-- Opening Marker --
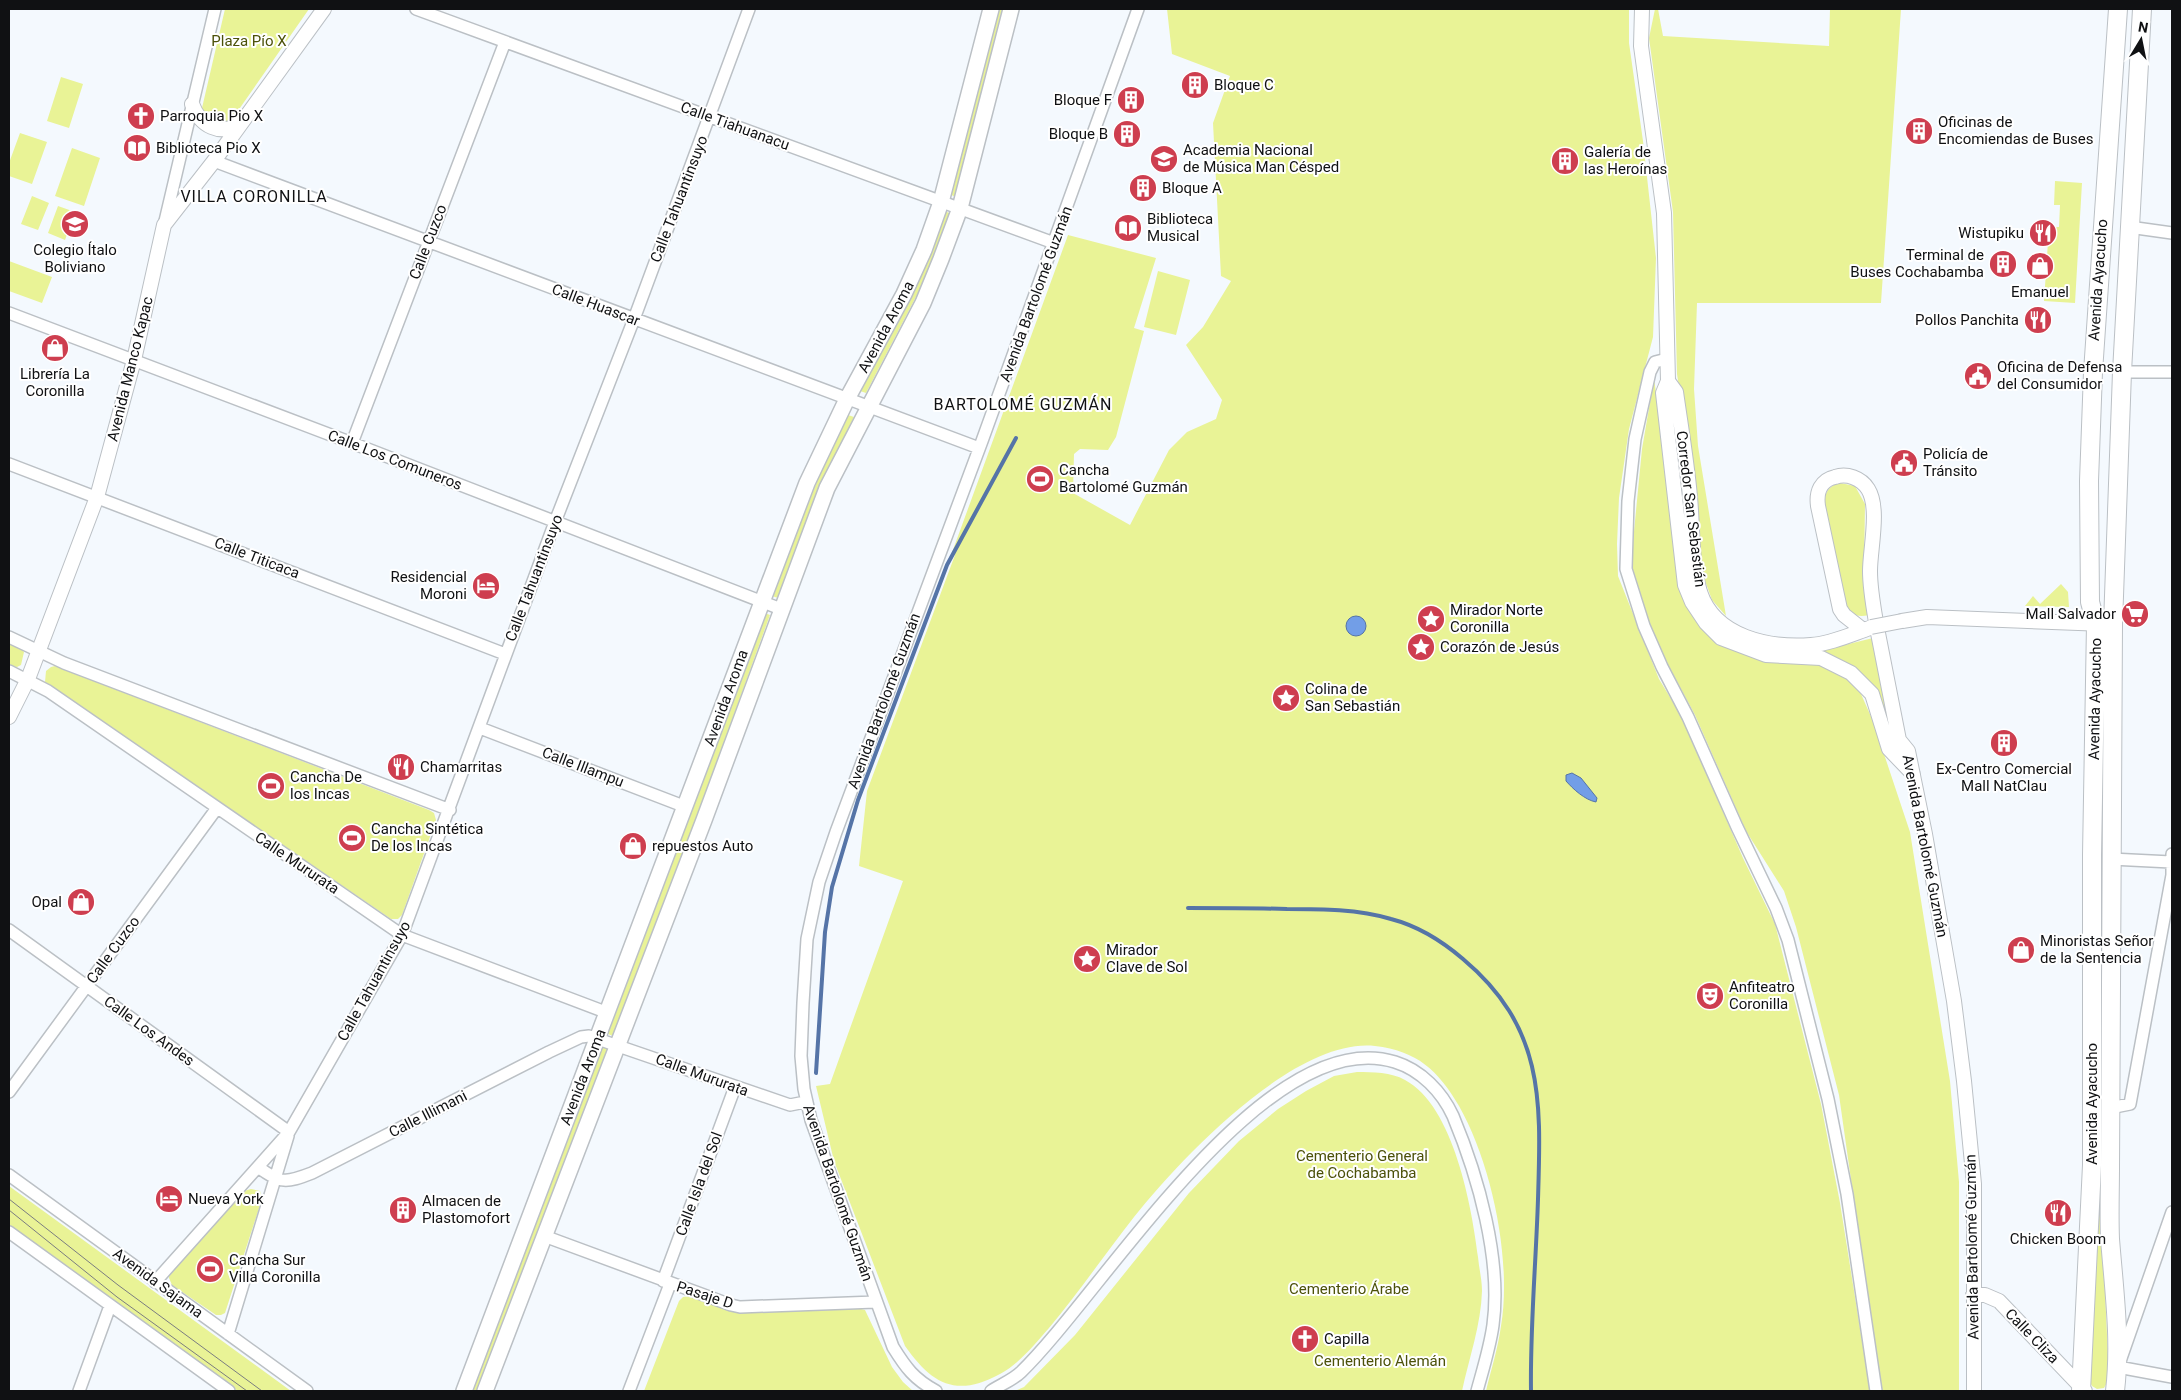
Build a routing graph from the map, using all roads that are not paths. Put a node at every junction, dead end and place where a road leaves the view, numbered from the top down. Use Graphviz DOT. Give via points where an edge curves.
graph roads {
  1 [pos="215,9"];
  2 [pos="324,9"];
  3 [pos="416,9"];
  4 [pos="749,9"];
  5 [pos="991,9"];
  6 [pos="1011,9"];
  7 [pos="1138,9"];
  8 [pos="1642,9"];
  9 [pos="2118,9"];
  10 [pos="2142,9"];
  11 [pos="504,42"];
  12 [pos="192,104"];
  13 [pos="710,117"];
  14 [pos="241,124"];
  15 [pos="214,161"];
  16 [pos="941,202"];
  17 [pos="960,208"];
  18 [pos="164,226"];
  19 [pos="2129,227"];
  20 [pos="2172,233"];
  21 [pos="428,242"];
  22 [pos="1054,243"];
  23 [pos="9,314"];
  24 [pos="634,319"];
  25 [pos="1667,359"];
  26 [pos="134,360"];
  27 [pos="2122,372"];
  28 [pos="2172,372"];
  29 [pos="1668,381"];
  30 [pos="847,399"];
  31 [pos="867,406"];
  32 [pos="352,443"];
  33 [pos="979,448"];
  34 [pos="9,464"];
  35 [pos="97,497"];
  36 [pos="555,522"];
  37 [pos="761,601"];
  38 [pos="781,609"];
  39 [pos="2105,624"];
  40 [pos="1867,629"];
  41 [pos="9,637"];
  42 [pos="40,650"];
  43 [pos="505,654"];
  44 [pos="9,671"];
  45 [pos="28,679"];
  46 [pos="9,717"];
  47 [pos="480,728"];
  48 [pos="1913,775"];
  49 [pos="686,807"];
  50 [pos="217,808"];
  51 [pos="450,810"];
  52 [pos="2171,858"];
  53 [pos="2111,859"];
  54 [pos="9,930"];
  55 [pos="402,935"];
  56 [pos="87,986"];
  57 [pos="608,1013"];
  58 [pos="599,1038"];
  59 [pos="618,1045"];
  60 [pos="734,1087"];
  61 [pos="9,1092"];
  62 [pos="806,1102"];
  63 [pos="2110,1108"];
  64 [pos="289,1132"];
  65 [pos="258,1167"];
  66 [pos="9,1175"];
  67 [pos="275,1180"];
  68 [pos="2172,1212"];
  69 [pos="9,1232"];
  70 [pos="544,1236"];
  71 [pos="155,1282"];
  72 [pos="667,1283"];
  73 [pos="1973,1295"];
  74 [pos="875,1302"];
  75 [pos="110,1306"];
  76 [pos="228,1334"];
  77 [pos="2118,1367"];
  78 [pos="2172,1377"];
  79 [pos="224,1390"];
  80 [pos="2082,1390"];
  81 [pos="79,1391"];
  82 [pos="307,1391"];
  83 [pos="464,1391"];
  84 [pos="485,1391"];
  85 [pos="629,1391"];
  86 [pos="936,1391"];
  87 [pos="990,1391"];
  88 [pos="1477,1391"];
  89 [pos="1876,1391"];
  90 [pos="1974,1391"];
  91 [pos="2114,1391"];
  1 -- 12 [label="street, Avenida Manco Kapac"];
  2 -- 14 [label="street"];
  3 -- 11 [label="street, Calle Tiahuanacu"];
  4 -- 13 [label="street, Calle Tahuantinsuyo"];
  5 -- 16 [label="main road, Avenida Aroma"];
  6 -- 17 [label="main road, Avenida Aroma"];
  7 -- 22 [label="street, Avenida Bartolomé Guzmán"];
  8 -- 25 [label="street, Corredor San Sebastián" via="1641,46 1664,213"];
  9 -- 39 [label="main road, Avenida Ayacucho" via="2102,226 2089,481 2090,602"];
  10 -- 19 [label="main road, Avenida Ayacucho"];
  11 -- 13 [label="street, Calle Tiahuanacu"];
  11 -- 21 [label="street, Calle Cuzco"];
  12 -- 14 [label="street" via="203,123 211,127 222,130"];
  12 -- 18 [label="street, Avenida Manco Kapac"];
  13 -- 16 [label="street, Calle Tiahuanacu"];
  13 -- 24 [label="street, Calle Tahuantinsuyo"];
  14 -- 15 [label="street"];
  15 -- 18 [label="street"];
  15 -- 21 [label="street, Calle Huascar"];
  16 -- 17 [label="street, Calle Tiahuanacu"];
  16 -- 30 [label="main road, Avenida Aroma" via="904,294"];
  17 -- 22 [label="street, Calle Tiahuanacu"];
  17 -- 31 [label="main road, Avenida Aroma" via="922,303"];
  18 -- 26 [label="street, Avenida Manco Kapac"];
  19 -- 20 [label="street"];
  19 -- 27 [label="main road, Avenida Ayacucho"];
  21 -- 24 [label="street, Calle Huascar"];
  21 -- 32 [label="street, Calle Cuzco"];
  22 -- 33 [label="street, Avenida Bartolomé Guzmán"];
  23 -- 26 [label="street, Calle Los Comuneros"];
  24 -- 30 [label="street, Calle Huascar"];
  24 -- 36 [label="street, Calle Tahuantinsuyo"];
  25 -- 29 [label="street, Corredor San Sebastián"];
  25 -- 89 [label="street" via="1656,362 1650,372 1636,439 1628,501 1626,569 1644,626 1662,668 1688,717 1788,940 1828,1099 1847,1194"];
  26 -- 32 [label="street, Calle Los Comuneros"];
  26 -- 35 [label="street, Avenida Manco Kapac"];
  27 -- 28 [label="street"];
  27 -- 39 [label="main road, Avenida Ayacucho"];
  29 -- 40 [label="street, Corredor San Sebastián" via="1676,392 1690,497 1695,568 1701,594 1709,609 1726,627 1744,638 1768,644 1813,645"];
  29 -- 48 [label="street, Corredor San Sebastián" via="1663,393 1685,585 1692,602 1706,624 1721,638 1766,654 1821,658 1851,673 1872,694 1889,749"];
  30 -- 31 [label="street, Calle Huascar"];
  30 -- 37 [label="main road, Avenida Aroma" via="807,483"];
  31 -- 33 [label="street, Calle Huascar"];
  31 -- 38 [label="main road, Avenida Aroma" via="827,488"];
  32 -- 36 [label="street, Calle Los Comuneros"];
  33 -- 62 [label="street, Avenida Bartolomé Guzmán" via="820,882 808,939 803,1003 801,1056"];
  34 -- 35 [label="street, Calle Titicaca"];
  35 -- 42 [label="street, Avenida Manco Kapac"];
  35 -- 43 [label="street, Calle Titicaca"];
  36 -- 37 [label="street, Calle Los Comuneros"];
  36 -- 43 [label="street, Calle Tahuantinsuyo"];
  37 -- 38 [label="street, Calle Los Comuneros"];
  37 -- 49 [label="main road, Avenida Aroma"];
  38 -- 59 [label="main road, Avenida Aroma"];
  39 -- 40 [label="street, Corredor San Sebastián, bridge" via="1936,617"];
  39 -- 53 [label="main road, Avenida Ayacucho"];
  39 -- 80 [label="main road, Avenida Ayacucho" via="2092,855 2092,1165"];
  40 -- 48 [label="street, Avenida Bartolomé Guzmán" via="1840,609 1818,506 1820,488 1828,479 1837,476 1862,481 1874,506 1870,573 1874,608 1899,740 1908,751"];
  41 -- 42 [label="street"];
  42 -- 45 [label="street, Avenida Manco Kapac"];
  42 -- 51 [label="street" via="64,663"];
  43 -- 47 [label="street, Calle Tahuantinsuyo"];
  44 -- 45 [label="street, Calle Mururata"];
  45 -- 46 [label="street, Avenida Manco Kapac"];
  45 -- 50 [label="street, Calle Mururata"];
  47 -- 49 [label="street, Calle Illampu"];
  47 -- 51 [label="street, Calle Tahuantinsuyo"];
  48 -- 73 [label="street, Avenida Bartolomé Guzmán" via="1954,1001 1964,1081 1974,1184"];
  49 -- 57 [label="main road, Avenida Aroma"];
  50 -- 55 [label="street, Calle Mururata"];
  50 -- 56 [label="street, Calle Cuzco"];
  51 -- 55 [label="street, Calle Tahuantinsuyo"];
  52 -- 53 [label="street"];
  52 -- 63 [label="street" via="2172,875 2130,1104"];
  53 -- 63 [label="main road, Avenida Ayacucho"];
  54 -- 56 [label="street, Calle Los Andes"];
  55 -- 57 [label="street, Calle Mururata"];
  55 -- 64 [label="street, Calle Tahuantinsuyo"];
  56 -- 61 [label="street, Calle Cuzco"];
  56 -- 64 [label="street, Calle Los Andes"];
  57 -- 58 [label="main road, Avenida Aroma"];
  58 -- 59 [label="street, Calle Mururata"];
  58 -- 67 [label="street, Calle Illimani" via="581,1037 312,1172 293,1180"];
  58 -- 83 [label="main road, Avenida Aroma"];
  59 -- 60 [label="street, Calle Mururata"];
  59 -- 70 [label="main road, Avenida Aroma"];
  60 -- 62 [label="street, Calle Mururata" via="790,1105"];
  60 -- 72 [label="street, Calle Isla del Sol"];
  62 -- 74 [label="street, Avenida Bartolomé Guzmán"];
  63 -- 77 [label="main road, Avenida Ayacucho" via="2110,1236"];
  64 -- 65 [label="street, Calle Tahuantinsuyo"];
  64 -- 67 [label="street, Calle Tahuantinsuyo"];
  65 -- 67 [label="street"];
  65 -- 71 [label="street, Calle Tahuantinsuyo"];
  66 -- 71 [label="street, Avenida Sajama"];
  67 -- 76 [label="street, Calle Tahuantinsuyo"];
  68 -- 77 [label="street"];
  69 -- 75 [label="street"];
  70 -- 72 [label="street, Pasaje D"];
  70 -- 84 [label="main road, Avenida Aroma"];
  71 -- 76 [label="street, Avenida Sajama"];
  72 -- 74 [label="street, Pasaje D" via="740,1307"];
  72 -- 85 [label="street, Calle Isla del Sol"];
  73 -- 80 [label="street, Calle Cliza" via="1985,1295 1999,1301"];
  73 -- 90 [label="street, Avenida Bartolomé Guzmán"];
  74 -- 86 [label="street, Avenida Bartolomé Guzmán" via="893,1347 910,1374"];
  75 -- 79 [label="street"];
  75 -- 81 [label="street"];
  76 -- 82 [label="street, Avenida Sajama"];
  77 -- 78 [label="street"];
  77 -- 91 [label="main road, Avenida Ayacucho"];
  87 -- 88 [label="street" via="1019,1374 1053,1338 1164,1201 1268,1099 1324,1066 1353,1058 1382,1058 1405,1065 1437,1090 1465,1145 1481,1198 1493,1274 1494,1304 1493,1325"];
}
-- Closing Marker --
*WORK TASK*
Check each line of the records above for "Cuzco", and copy those that have it.

*TASK SOLUTION*
  11 -- 21 [label="street, Calle Cuzco"];
  21 -- 32 [label="street, Calle Cuzco"];
  50 -- 56 [label="street, Calle Cuzco"];
  56 -- 61 [label="street, Calle Cuzco"];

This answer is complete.